• [Information supplied]:
..........
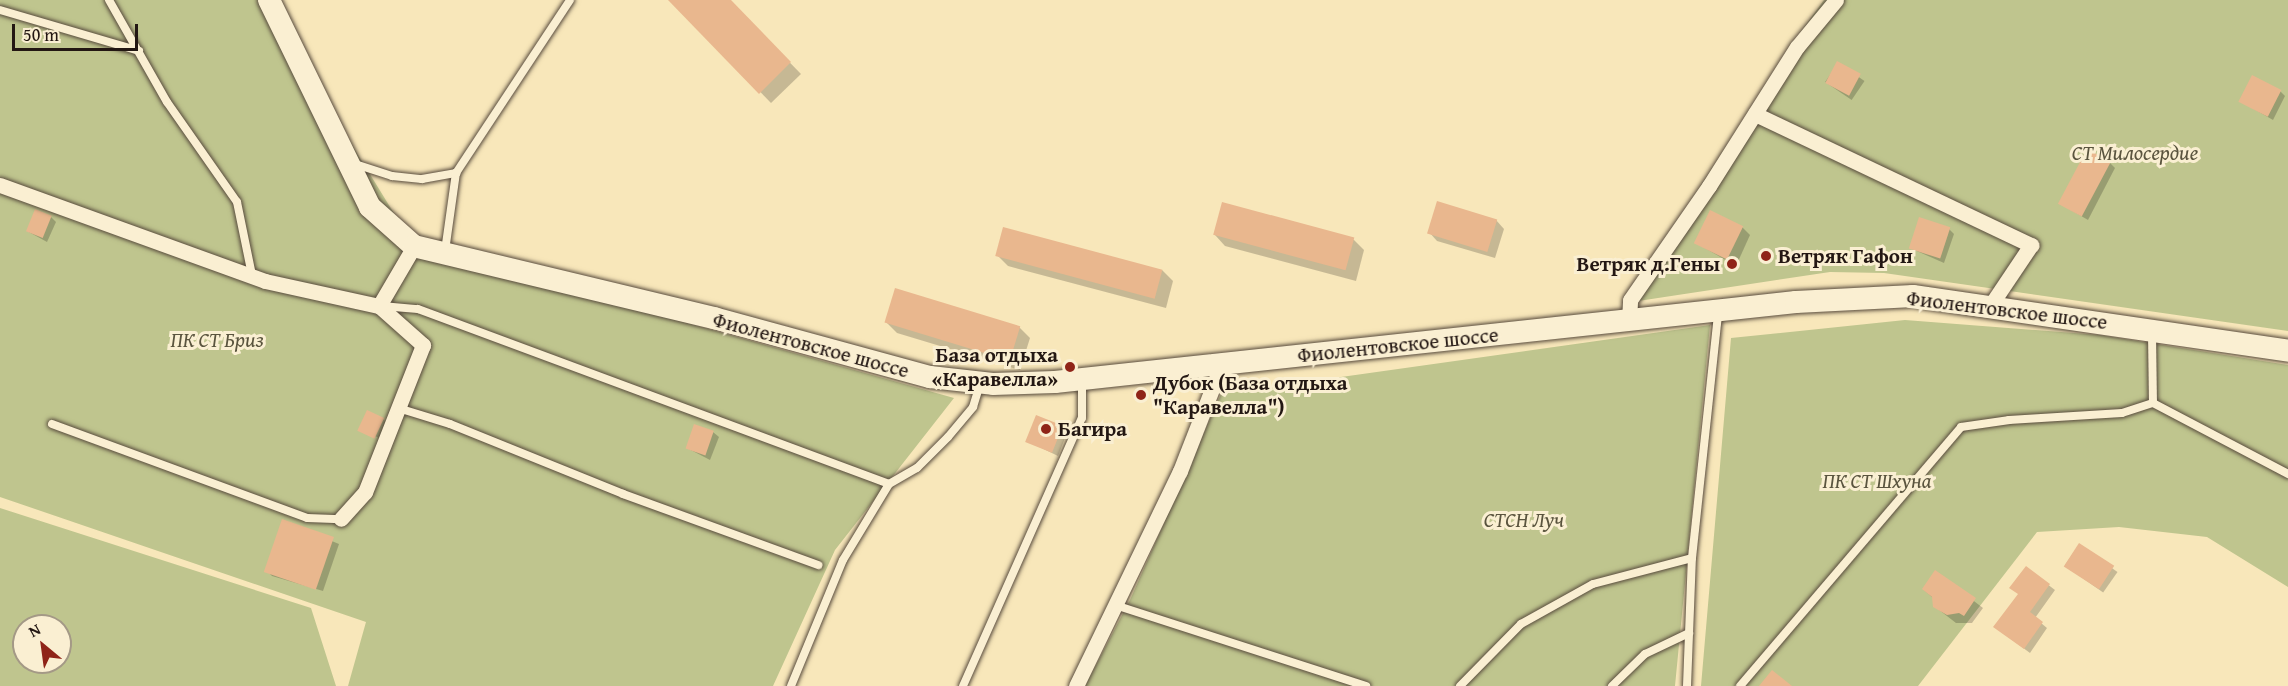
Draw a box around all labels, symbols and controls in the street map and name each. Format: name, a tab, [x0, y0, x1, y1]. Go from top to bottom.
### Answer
scale bar	[15, 12, 141, 50]
text: 50 m	[23, 21, 59, 48]
park label: СТ Милосердие	[2072, 140, 2198, 166]
place label: Ветряк Гафон	[1778, 243, 1913, 269]
marker: Ветряк Гафон	[1759, 249, 1773, 263]
place label: Ветряк д.Гены	[1577, 251, 1720, 277]
marker: Ветряк д.Гены	[1725, 257, 1739, 271]
street label: Фиолентовское шоссе	[1905, 285, 2109, 335]
street label: Фиолентовское шоссе	[710, 307, 912, 383]
street label: Фиолентовское шоссе	[1296, 322, 1500, 368]
park label: ПК СТ Бриз	[171, 327, 263, 353]
place label: База отдыха «Каравелла»	[932, 342, 1058, 392]
marker: База отдыха «Каравелла»	[1063, 360, 1077, 374]
place label: Дубок (База отдыха "Каравелла")	[1153, 370, 1348, 420]
marker: Дубок (База отдыха "Каравелла")	[1134, 388, 1148, 402]
place label: Багира	[1058, 416, 1127, 442]
marker: Багира	[1039, 422, 1053, 436]
park label: ПК СТ Шхуна	[1823, 468, 1931, 494]
park label: СТСН Луч	[1484, 507, 1564, 533]
north arrow	[12, 614, 72, 674]
text: N	[24, 617, 45, 643]

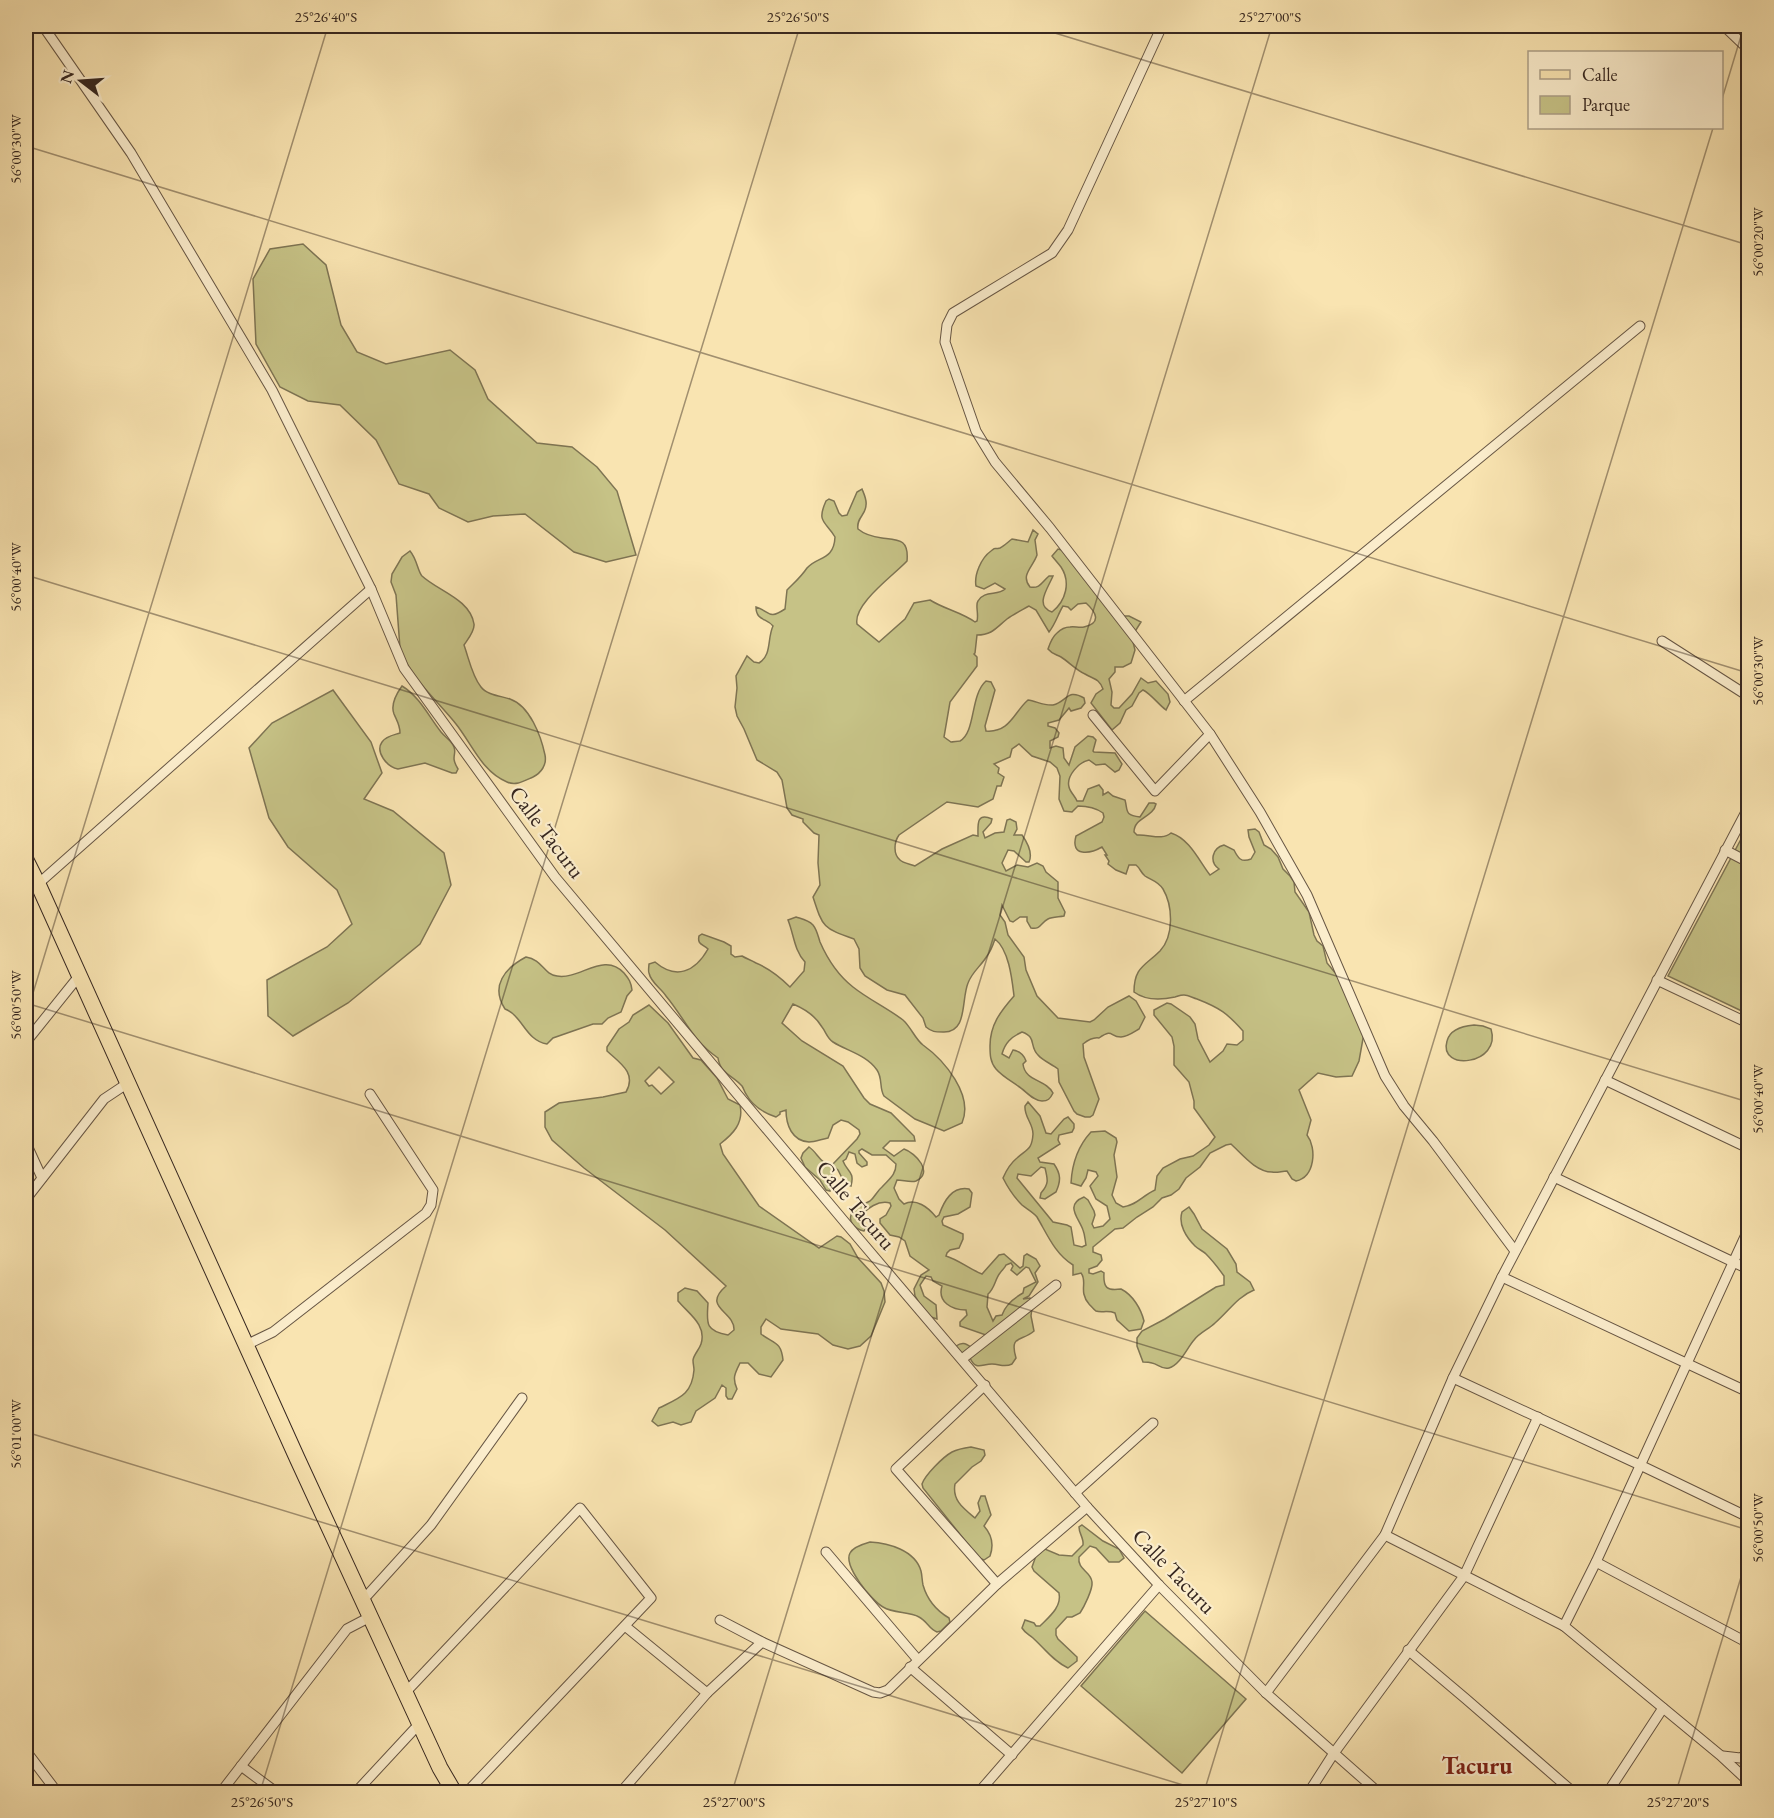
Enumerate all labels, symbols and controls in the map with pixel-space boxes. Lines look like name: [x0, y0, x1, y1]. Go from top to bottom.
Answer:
text: 25°26'40"S: [295, 7, 357, 26]
text: 25°26'50"S: [767, 7, 829, 26]
text: 25°27'00"S: [1239, 7, 1301, 26]
north arrow: [51, 51, 111, 111]
legend: [1528, 51, 1723, 129]
text: Calle: [1582, 63, 1618, 86]
text: N: [55, 67, 79, 86]
text: Parque: [1582, 93, 1630, 116]
text: 56°00'30"W: [6, 114, 25, 184]
text: 56°00'20"W: [1748, 207, 1767, 277]
text: 56°00'40"W: [6, 542, 25, 612]
text: 56°00'30"W: [1748, 636, 1767, 706]
street label: Calle Tacuru: [503, 780, 592, 884]
text: 56°00'50"W: [6, 970, 25, 1040]
text: 56°00'40"W: [1748, 1064, 1767, 1134]
street label: Calle Tacuru: [810, 1154, 902, 1256]
text: 56°01'00"W: [6, 1399, 25, 1469]
text: 56°00'50"W: [1748, 1493, 1767, 1563]
street label: Calle Tacuru: [1126, 1522, 1222, 1620]
district label: Tacuru: [1442, 1750, 1513, 1781]
text: 25°26'50"S: [231, 1792, 293, 1811]
text: 25°27'00"S: [703, 1792, 765, 1811]
text: 25°27'10"S: [1175, 1792, 1237, 1811]
text: 25°27'20"S: [1647, 1792, 1709, 1811]

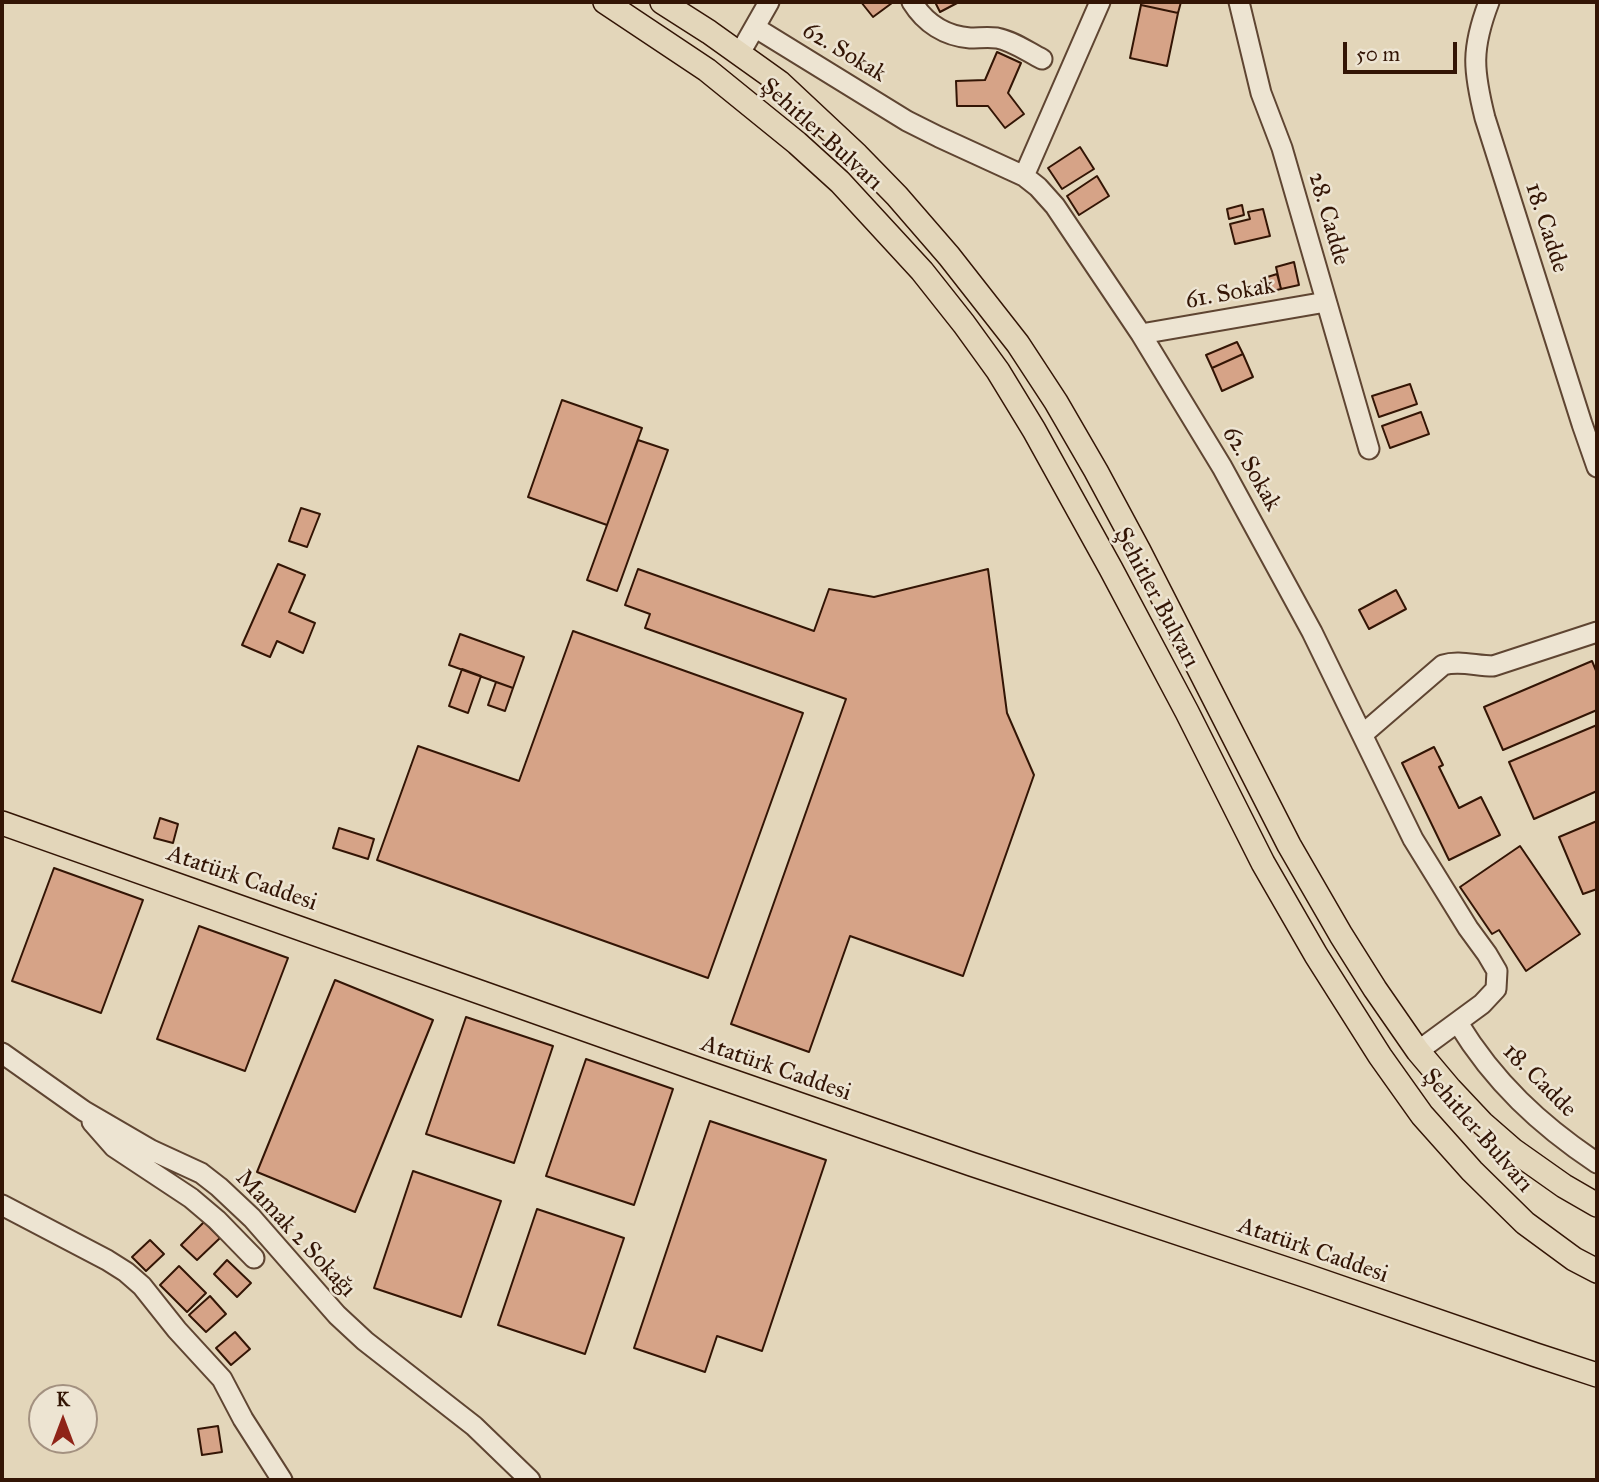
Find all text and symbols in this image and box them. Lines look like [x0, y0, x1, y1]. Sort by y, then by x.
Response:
..........
Set all of the records down once more, letter for letter, with the images removed.

• [Solved problem]:
Draw a box around all labels, symbols and controls in the street map and name each. Format: name, a tab, [x0, y0, x1, y1]. Go from top to bottom.
### Answer
scale bar	[15, 12, 141, 50]
text: 50 m	[23, 21, 59, 48]
park label: СТ Милосердие	[2072, 140, 2198, 166]
place label: Ветряк Гафон	[1778, 243, 1913, 269]
marker: Ветряк Гафон	[1759, 249, 1773, 263]
place label: Ветряк д.Гены	[1577, 251, 1720, 277]
marker: Ветряк д.Гены	[1725, 257, 1739, 271]
street label: Фиолентовское шоссе	[1905, 285, 2109, 335]
street label: Фиолентовское шоссе	[710, 307, 912, 383]
street label: Фиолентовское шоссе	[1296, 322, 1500, 368]
park label: ПК СТ Бриз	[171, 327, 263, 353]
place label: База отдыха «Каравелла»	[932, 342, 1058, 392]
marker: База отдыха «Каравелла»	[1063, 360, 1077, 374]
place label: Дубок (База отдыха "Каравелла")	[1153, 370, 1348, 420]
marker: Дубок (База отдыха "Каравелла")	[1134, 388, 1148, 402]
place label: Багира	[1058, 416, 1127, 442]
marker: Багира	[1039, 422, 1053, 436]
park label: ПК СТ Шхуна	[1823, 468, 1931, 494]
park label: СТСН Луч	[1484, 507, 1564, 533]
north arrow	[12, 614, 72, 674]
text: N	[24, 617, 45, 643]

Enumerate all labels, symbols and controls in the map with pixel-space boxes. Lines look like name: [x0, y0, x1, y1]. Go from top to bottom.
Answer:
text: 25°26'40"S: [295, 7, 357, 26]
text: 25°26'50"S: [767, 7, 829, 26]
text: 25°27'00"S: [1239, 7, 1301, 26]
north arrow: [51, 51, 111, 111]
legend: [1528, 51, 1723, 129]
text: Calle: [1582, 63, 1618, 86]
text: N: [55, 67, 79, 86]
text: Parque: [1582, 93, 1630, 116]
text: 56°00'30"W: [6, 114, 25, 184]
text: 56°00'20"W: [1748, 207, 1767, 277]
text: 56°00'40"W: [6, 542, 25, 612]
text: 56°00'30"W: [1748, 636, 1767, 706]
street label: Calle Tacuru: [503, 780, 592, 884]
text: 56°00'50"W: [6, 970, 25, 1040]
text: 56°00'40"W: [1748, 1064, 1767, 1134]
street label: Calle Tacuru: [810, 1154, 902, 1256]
text: 56°01'00"W: [6, 1399, 25, 1469]
text: 56°00'50"W: [1748, 1493, 1767, 1563]
street label: Calle Tacuru: [1126, 1522, 1222, 1620]
district label: Tacuru: [1442, 1750, 1513, 1781]
text: 25°26'50"S: [231, 1792, 293, 1811]
text: 25°27'00"S: [703, 1792, 765, 1811]
text: 25°27'10"S: [1175, 1792, 1237, 1811]
text: 25°27'20"S: [1647, 1792, 1709, 1811]

Find all text and symbols in this image and box them. Lines look like [x0, y0, x1, y1]. Sort by y, then by x.
Response:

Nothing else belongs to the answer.